**Work instructions:**
Render every entry exactly as it appears.

"""

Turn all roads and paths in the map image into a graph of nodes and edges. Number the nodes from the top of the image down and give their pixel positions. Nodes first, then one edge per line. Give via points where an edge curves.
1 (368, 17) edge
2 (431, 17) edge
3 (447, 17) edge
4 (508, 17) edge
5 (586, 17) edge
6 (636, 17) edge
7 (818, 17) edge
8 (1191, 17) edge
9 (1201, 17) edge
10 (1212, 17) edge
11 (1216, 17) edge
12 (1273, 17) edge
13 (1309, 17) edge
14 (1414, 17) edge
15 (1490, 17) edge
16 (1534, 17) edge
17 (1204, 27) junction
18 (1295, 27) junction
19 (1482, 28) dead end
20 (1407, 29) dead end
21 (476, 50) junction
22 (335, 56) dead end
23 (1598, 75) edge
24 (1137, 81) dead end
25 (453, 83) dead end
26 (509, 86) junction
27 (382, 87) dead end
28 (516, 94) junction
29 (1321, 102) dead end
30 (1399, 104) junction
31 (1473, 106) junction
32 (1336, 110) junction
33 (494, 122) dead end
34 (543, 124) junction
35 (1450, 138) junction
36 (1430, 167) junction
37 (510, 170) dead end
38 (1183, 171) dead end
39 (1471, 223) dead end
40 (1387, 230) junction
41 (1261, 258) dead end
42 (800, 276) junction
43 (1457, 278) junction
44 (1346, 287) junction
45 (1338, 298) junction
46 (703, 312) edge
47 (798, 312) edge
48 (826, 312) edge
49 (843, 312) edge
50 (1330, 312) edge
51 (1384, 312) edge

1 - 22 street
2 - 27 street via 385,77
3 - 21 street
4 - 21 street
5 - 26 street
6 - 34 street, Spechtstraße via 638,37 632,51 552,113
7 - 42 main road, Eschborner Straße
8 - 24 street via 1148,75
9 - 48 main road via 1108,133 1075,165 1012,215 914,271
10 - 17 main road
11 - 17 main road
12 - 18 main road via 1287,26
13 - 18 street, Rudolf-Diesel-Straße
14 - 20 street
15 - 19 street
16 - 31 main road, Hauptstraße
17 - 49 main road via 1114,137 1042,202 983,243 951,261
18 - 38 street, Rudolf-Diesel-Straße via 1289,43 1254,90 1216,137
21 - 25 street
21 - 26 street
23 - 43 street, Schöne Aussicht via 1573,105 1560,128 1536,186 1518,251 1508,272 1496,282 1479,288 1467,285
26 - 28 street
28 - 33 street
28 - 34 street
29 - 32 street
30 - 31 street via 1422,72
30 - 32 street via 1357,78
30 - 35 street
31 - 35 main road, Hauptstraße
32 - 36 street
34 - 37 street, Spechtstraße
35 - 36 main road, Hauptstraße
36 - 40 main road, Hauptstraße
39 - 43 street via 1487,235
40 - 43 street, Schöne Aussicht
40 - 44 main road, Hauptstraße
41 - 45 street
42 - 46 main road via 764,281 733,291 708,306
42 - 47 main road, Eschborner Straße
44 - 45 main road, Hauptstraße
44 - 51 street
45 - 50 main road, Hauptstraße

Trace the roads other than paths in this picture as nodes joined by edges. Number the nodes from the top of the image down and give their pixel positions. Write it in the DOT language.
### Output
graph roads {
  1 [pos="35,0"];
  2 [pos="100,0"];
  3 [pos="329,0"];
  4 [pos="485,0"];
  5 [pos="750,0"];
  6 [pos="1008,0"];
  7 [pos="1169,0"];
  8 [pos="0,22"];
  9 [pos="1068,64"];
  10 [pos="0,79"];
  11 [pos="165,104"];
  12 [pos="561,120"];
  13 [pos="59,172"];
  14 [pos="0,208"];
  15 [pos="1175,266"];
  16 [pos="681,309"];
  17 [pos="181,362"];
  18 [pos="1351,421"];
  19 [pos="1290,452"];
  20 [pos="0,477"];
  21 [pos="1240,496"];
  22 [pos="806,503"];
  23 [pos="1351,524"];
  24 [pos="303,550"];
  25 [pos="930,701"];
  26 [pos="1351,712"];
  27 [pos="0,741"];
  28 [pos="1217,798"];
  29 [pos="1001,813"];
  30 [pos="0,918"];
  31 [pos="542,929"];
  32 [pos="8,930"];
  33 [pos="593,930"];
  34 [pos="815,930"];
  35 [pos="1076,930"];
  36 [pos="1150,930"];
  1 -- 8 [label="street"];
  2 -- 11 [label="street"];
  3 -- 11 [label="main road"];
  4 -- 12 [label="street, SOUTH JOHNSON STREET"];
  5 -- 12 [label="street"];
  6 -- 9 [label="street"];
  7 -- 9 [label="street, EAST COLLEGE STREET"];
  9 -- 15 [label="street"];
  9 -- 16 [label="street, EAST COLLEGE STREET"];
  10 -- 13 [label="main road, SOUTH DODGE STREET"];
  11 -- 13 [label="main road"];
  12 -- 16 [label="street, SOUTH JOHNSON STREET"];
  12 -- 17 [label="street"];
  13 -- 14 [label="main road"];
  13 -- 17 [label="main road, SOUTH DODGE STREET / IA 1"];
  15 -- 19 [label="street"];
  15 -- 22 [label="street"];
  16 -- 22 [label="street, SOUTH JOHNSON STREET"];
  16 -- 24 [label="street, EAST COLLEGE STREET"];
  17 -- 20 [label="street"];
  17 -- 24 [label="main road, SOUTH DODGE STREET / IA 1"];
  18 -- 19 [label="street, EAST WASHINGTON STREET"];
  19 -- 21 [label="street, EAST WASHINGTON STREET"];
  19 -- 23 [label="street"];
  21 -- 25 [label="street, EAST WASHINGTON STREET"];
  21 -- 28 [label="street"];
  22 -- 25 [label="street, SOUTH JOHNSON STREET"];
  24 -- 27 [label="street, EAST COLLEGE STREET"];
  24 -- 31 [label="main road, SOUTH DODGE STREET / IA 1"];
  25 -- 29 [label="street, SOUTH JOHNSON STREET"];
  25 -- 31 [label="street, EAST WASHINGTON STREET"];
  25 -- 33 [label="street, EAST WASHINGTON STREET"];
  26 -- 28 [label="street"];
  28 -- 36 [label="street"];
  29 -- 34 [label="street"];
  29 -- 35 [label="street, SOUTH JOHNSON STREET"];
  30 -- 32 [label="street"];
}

"""

**Task answer:**
Turn all roads and paths in the map image into a graph of nodes and edges. Number the nodes from the top of the image down and give their pixel positions. Nodes first, then one edge per line. Give via points where an edge curves.
1 (368, 17) edge
2 (431, 17) edge
3 (447, 17) edge
4 (508, 17) edge
5 (586, 17) edge
6 (636, 17) edge
7 (818, 17) edge
8 (1191, 17) edge
9 (1201, 17) edge
10 (1212, 17) edge
11 (1216, 17) edge
12 (1273, 17) edge
13 (1309, 17) edge
14 (1414, 17) edge
15 (1490, 17) edge
16 (1534, 17) edge
17 (1204, 27) junction
18 (1295, 27) junction
19 (1482, 28) dead end
20 (1407, 29) dead end
21 (476, 50) junction
22 (335, 56) dead end
23 (1598, 75) edge
24 (1137, 81) dead end
25 (453, 83) dead end
26 (509, 86) junction
27 (382, 87) dead end
28 (516, 94) junction
29 (1321, 102) dead end
30 (1399, 104) junction
31 (1473, 106) junction
32 (1336, 110) junction
33 (494, 122) dead end
34 (543, 124) junction
35 (1450, 138) junction
36 (1430, 167) junction
37 (510, 170) dead end
38 (1183, 171) dead end
39 (1471, 223) dead end
40 (1387, 230) junction
41 (1261, 258) dead end
42 (800, 276) junction
43 (1457, 278) junction
44 (1346, 287) junction
45 (1338, 298) junction
46 (703, 312) edge
47 (798, 312) edge
48 (826, 312) edge
49 (843, 312) edge
50 (1330, 312) edge
51 (1384, 312) edge

1 - 22 street
2 - 27 street via 385,77
3 - 21 street
4 - 21 street
5 - 26 street
6 - 34 street, Spechtstraße via 638,37 632,51 552,113
7 - 42 main road, Eschborner Straße
8 - 24 street via 1148,75
9 - 48 main road via 1108,133 1075,165 1012,215 914,271
10 - 17 main road
11 - 17 main road
12 - 18 main road via 1287,26
13 - 18 street, Rudolf-Diesel-Straße
14 - 20 street
15 - 19 street
16 - 31 main road, Hauptstraße
17 - 49 main road via 1114,137 1042,202 983,243 951,261
18 - 38 street, Rudolf-Diesel-Straße via 1289,43 1254,90 1216,137
21 - 25 street
21 - 26 street
23 - 43 street, Schöne Aussicht via 1573,105 1560,128 1536,186 1518,251 1508,272 1496,282 1479,288 1467,285
26 - 28 street
28 - 33 street
28 - 34 street
29 - 32 street
30 - 31 street via 1422,72
30 - 32 street via 1357,78
30 - 35 street
31 - 35 main road, Hauptstraße
32 - 36 street
34 - 37 street, Spechtstraße
35 - 36 main road, Hauptstraße
36 - 40 main road, Hauptstraße
39 - 43 street via 1487,235
40 - 43 street, Schöne Aussicht
40 - 44 main road, Hauptstraße
41 - 45 street
42 - 46 main road via 764,281 733,291 708,306
42 - 47 main road, Eschborner Straße
44 - 45 main road, Hauptstraße
44 - 51 street
45 - 50 main road, Hauptstraße

Trace the roads other than paths in this picture as nodes joined by edges. Number the nodes from the top of the image down and give their pixel positions. Write it in the DOT language.
### Output
graph roads {
  1 [pos="35,0"];
  2 [pos="100,0"];
  3 [pos="329,0"];
  4 [pos="485,0"];
  5 [pos="750,0"];
  6 [pos="1008,0"];
  7 [pos="1169,0"];
  8 [pos="0,22"];
  9 [pos="1068,64"];
  10 [pos="0,79"];
  11 [pos="165,104"];
  12 [pos="561,120"];
  13 [pos="59,172"];
  14 [pos="0,208"];
  15 [pos="1175,266"];
  16 [pos="681,309"];
  17 [pos="181,362"];
  18 [pos="1351,421"];
  19 [pos="1290,452"];
  20 [pos="0,477"];
  21 [pos="1240,496"];
  22 [pos="806,503"];
  23 [pos="1351,524"];
  24 [pos="303,550"];
  25 [pos="930,701"];
  26 [pos="1351,712"];
  27 [pos="0,741"];
  28 [pos="1217,798"];
  29 [pos="1001,813"];
  30 [pos="0,918"];
  31 [pos="542,929"];
  32 [pos="8,930"];
  33 [pos="593,930"];
  34 [pos="815,930"];
  35 [pos="1076,930"];
  36 [pos="1150,930"];
  1 -- 8 [label="street"];
  2 -- 11 [label="street"];
  3 -- 11 [label="main road"];
  4 -- 12 [label="street, SOUTH JOHNSON STREET"];
  5 -- 12 [label="street"];
  6 -- 9 [label="street"];
  7 -- 9 [label="street, EAST COLLEGE STREET"];
  9 -- 15 [label="street"];
  9 -- 16 [label="street, EAST COLLEGE STREET"];
  10 -- 13 [label="main road, SOUTH DODGE STREET"];
  11 -- 13 [label="main road"];
  12 -- 16 [label="street, SOUTH JOHNSON STREET"];
  12 -- 17 [label="street"];
  13 -- 14 [label="main road"];
  13 -- 17 [label="main road, SOUTH DODGE STREET / IA 1"];
  15 -- 19 [label="street"];
  15 -- 22 [label="street"];
  16 -- 22 [label="street, SOUTH JOHNSON STREET"];
  16 -- 24 [label="street, EAST COLLEGE STREET"];
  17 -- 20 [label="street"];
  17 -- 24 [label="main road, SOUTH DODGE STREET / IA 1"];
  18 -- 19 [label="street, EAST WASHINGTON STREET"];
  19 -- 21 [label="street, EAST WASHINGTON STREET"];
  19 -- 23 [label="street"];
  21 -- 25 [label="street, EAST WASHINGTON STREET"];
  21 -- 28 [label="street"];
  22 -- 25 [label="street, SOUTH JOHNSON STREET"];
  24 -- 27 [label="street, EAST COLLEGE STREET"];
  24 -- 31 [label="main road, SOUTH DODGE STREET / IA 1"];
  25 -- 29 [label="street, SOUTH JOHNSON STREET"];
  25 -- 31 [label="street, EAST WASHINGTON STREET"];
  25 -- 33 [label="street, EAST WASHINGTON STREET"];
  26 -- 28 [label="street"];
  28 -- 36 [label="street"];
  29 -- 34 [label="street"];
  29 -- 35 [label="street, SOUTH JOHNSON STREET"];
  30 -- 32 [label="street"];
}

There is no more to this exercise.